L’Obstacle (Germain Nouveau)
Le Feu follet (p. 597).
L’OBSTACLE




Je suis un célibataire endurci et impénitent. Pourtant, comme tout le monde, j’ai eu un roman dans ma vie. Je garde au fond du cœur, religieusement, une image chère, dont le culte a survécu et survivra jusqu’à ma dernière heure.

Je l’avais rencontrée un soir, dans une fête, grande, blonde, avec des airs de reine et des yeux bleus de sphinx ; une taille souple de déesse et des dents à rendre jalouses toutes les perles de l’Orient.

Des lors je l’adorai et, dans l’enivrement de mon rêve fou, j’osai espérer.

Un soir, dans le tourbillon alanguissant d’une valse, mon bras frémissant enlaçant sa taille divine, il m’avait semblé voir dans ses grands yeux charmeurs et décevants un sourire qui était presque une promesse. J’osai rêver de décrocher l’étoile ! Hélas ! le rêve fut court et le réveil affreux. Au moment où, la valse terminée, je m’inclinais devant elle, mes yeux éblouis s’abaissèrent et je vis entre nous — comme un reflet de sa chevelure — un monceau d’or qui s’élevait, formant peu à peu une infranchissable barrière.

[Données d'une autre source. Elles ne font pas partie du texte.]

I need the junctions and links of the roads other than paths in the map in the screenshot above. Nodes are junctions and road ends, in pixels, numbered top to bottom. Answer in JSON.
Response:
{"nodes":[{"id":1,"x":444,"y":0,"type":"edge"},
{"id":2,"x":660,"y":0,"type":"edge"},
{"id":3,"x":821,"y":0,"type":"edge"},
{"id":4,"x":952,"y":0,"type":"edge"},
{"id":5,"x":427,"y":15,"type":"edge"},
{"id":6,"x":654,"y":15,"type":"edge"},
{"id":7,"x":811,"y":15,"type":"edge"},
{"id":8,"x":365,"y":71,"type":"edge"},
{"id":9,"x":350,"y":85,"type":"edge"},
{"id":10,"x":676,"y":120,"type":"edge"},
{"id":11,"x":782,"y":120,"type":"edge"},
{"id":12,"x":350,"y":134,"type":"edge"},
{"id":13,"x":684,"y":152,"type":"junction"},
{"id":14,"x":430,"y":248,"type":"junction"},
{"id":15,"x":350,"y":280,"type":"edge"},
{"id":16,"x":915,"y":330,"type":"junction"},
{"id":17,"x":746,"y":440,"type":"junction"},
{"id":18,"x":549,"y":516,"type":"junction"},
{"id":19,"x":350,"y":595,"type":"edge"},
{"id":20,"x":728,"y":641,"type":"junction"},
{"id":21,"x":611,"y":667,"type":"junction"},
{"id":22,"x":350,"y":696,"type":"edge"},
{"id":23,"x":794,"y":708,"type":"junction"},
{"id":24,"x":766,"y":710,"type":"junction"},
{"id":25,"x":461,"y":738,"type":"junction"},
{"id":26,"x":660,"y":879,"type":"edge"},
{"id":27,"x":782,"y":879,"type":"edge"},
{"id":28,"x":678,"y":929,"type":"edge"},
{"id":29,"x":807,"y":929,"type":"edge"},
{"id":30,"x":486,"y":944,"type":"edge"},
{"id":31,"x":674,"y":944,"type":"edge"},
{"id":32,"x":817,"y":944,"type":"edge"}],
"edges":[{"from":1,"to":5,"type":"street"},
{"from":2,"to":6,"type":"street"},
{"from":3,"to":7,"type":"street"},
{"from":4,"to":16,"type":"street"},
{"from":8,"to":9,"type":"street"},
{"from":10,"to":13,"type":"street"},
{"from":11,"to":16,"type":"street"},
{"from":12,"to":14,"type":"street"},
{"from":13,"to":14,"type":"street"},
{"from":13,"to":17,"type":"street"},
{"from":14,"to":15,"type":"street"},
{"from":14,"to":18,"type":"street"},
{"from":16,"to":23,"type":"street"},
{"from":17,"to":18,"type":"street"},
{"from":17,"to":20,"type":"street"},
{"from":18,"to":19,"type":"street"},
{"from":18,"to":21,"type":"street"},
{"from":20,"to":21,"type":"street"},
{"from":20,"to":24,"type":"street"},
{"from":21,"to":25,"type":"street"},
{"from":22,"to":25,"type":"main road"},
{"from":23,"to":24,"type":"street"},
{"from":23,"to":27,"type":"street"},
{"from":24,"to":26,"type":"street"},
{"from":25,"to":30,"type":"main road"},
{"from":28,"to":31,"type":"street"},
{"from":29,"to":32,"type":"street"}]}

Je reculai atterré, hagard et, toujours entre nous, je voyais l’horrible obstacle montant, montant encore jusqu’à la dérober à mes regards.

Alors, pour la première fois de ma vie, je compris l’infrangible puissance du métal vil, et, courbé devant sa fatale influence, je m’enfuis, emportant au cœur l’inguérissable blessure.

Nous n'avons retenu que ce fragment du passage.